§ **WHAT THE TASK ASKS**: Pull each line holding "road" out of the entries below.

(Records from a dataset)
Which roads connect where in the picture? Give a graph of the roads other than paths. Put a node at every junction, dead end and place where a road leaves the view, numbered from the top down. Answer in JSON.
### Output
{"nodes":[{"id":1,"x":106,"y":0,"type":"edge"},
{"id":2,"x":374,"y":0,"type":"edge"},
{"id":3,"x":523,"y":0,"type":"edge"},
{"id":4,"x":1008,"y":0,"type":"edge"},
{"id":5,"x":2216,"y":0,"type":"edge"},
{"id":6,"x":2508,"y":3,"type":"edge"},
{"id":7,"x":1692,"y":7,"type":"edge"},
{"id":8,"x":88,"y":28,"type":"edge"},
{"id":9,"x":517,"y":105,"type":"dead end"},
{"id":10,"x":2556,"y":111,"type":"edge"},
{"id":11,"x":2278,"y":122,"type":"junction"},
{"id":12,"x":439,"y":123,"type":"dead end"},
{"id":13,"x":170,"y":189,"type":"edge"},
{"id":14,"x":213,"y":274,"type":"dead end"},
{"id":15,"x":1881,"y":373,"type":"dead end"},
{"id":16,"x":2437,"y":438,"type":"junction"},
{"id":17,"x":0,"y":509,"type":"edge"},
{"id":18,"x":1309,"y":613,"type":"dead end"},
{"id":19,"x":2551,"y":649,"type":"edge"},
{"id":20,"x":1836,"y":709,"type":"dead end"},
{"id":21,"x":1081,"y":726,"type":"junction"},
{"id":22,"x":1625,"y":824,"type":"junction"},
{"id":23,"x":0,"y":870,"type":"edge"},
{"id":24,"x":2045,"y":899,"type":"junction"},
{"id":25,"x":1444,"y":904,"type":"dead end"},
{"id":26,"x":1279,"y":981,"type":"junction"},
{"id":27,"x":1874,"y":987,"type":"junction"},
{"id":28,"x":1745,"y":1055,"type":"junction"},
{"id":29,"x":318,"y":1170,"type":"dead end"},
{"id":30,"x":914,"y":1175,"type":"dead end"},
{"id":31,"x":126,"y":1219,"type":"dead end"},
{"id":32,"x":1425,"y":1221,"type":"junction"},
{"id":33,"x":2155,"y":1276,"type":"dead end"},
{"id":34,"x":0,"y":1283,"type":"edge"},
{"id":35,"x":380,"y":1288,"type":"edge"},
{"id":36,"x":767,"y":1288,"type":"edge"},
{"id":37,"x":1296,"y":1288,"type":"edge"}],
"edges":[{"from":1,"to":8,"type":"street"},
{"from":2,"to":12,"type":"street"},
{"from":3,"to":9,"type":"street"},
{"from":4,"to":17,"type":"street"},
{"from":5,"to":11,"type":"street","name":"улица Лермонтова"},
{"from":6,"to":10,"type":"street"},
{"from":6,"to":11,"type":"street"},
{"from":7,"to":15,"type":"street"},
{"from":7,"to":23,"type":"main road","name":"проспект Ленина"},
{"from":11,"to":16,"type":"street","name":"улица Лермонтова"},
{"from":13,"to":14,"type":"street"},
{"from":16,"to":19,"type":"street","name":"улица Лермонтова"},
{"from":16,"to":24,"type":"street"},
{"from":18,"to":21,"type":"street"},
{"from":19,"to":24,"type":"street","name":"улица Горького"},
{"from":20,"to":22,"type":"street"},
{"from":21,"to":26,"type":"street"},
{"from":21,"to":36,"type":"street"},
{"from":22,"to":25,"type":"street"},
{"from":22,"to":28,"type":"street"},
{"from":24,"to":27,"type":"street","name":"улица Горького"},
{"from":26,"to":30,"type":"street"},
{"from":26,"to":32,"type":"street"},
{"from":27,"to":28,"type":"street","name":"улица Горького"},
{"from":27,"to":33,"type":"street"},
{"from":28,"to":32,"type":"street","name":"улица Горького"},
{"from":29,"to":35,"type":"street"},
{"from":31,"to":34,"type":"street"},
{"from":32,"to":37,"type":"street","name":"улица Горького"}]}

§ **RESPONSE TO THE EXERCISE**:
Which roads connect where in the picture? Give a graph of the roads other than paths. Put a node at every junction, dead end and place where a road leaves the view, numbered from the top down. Answer in JSON.
{"from":7,"to":23,"type":"main road","name":"проспект Ленина"},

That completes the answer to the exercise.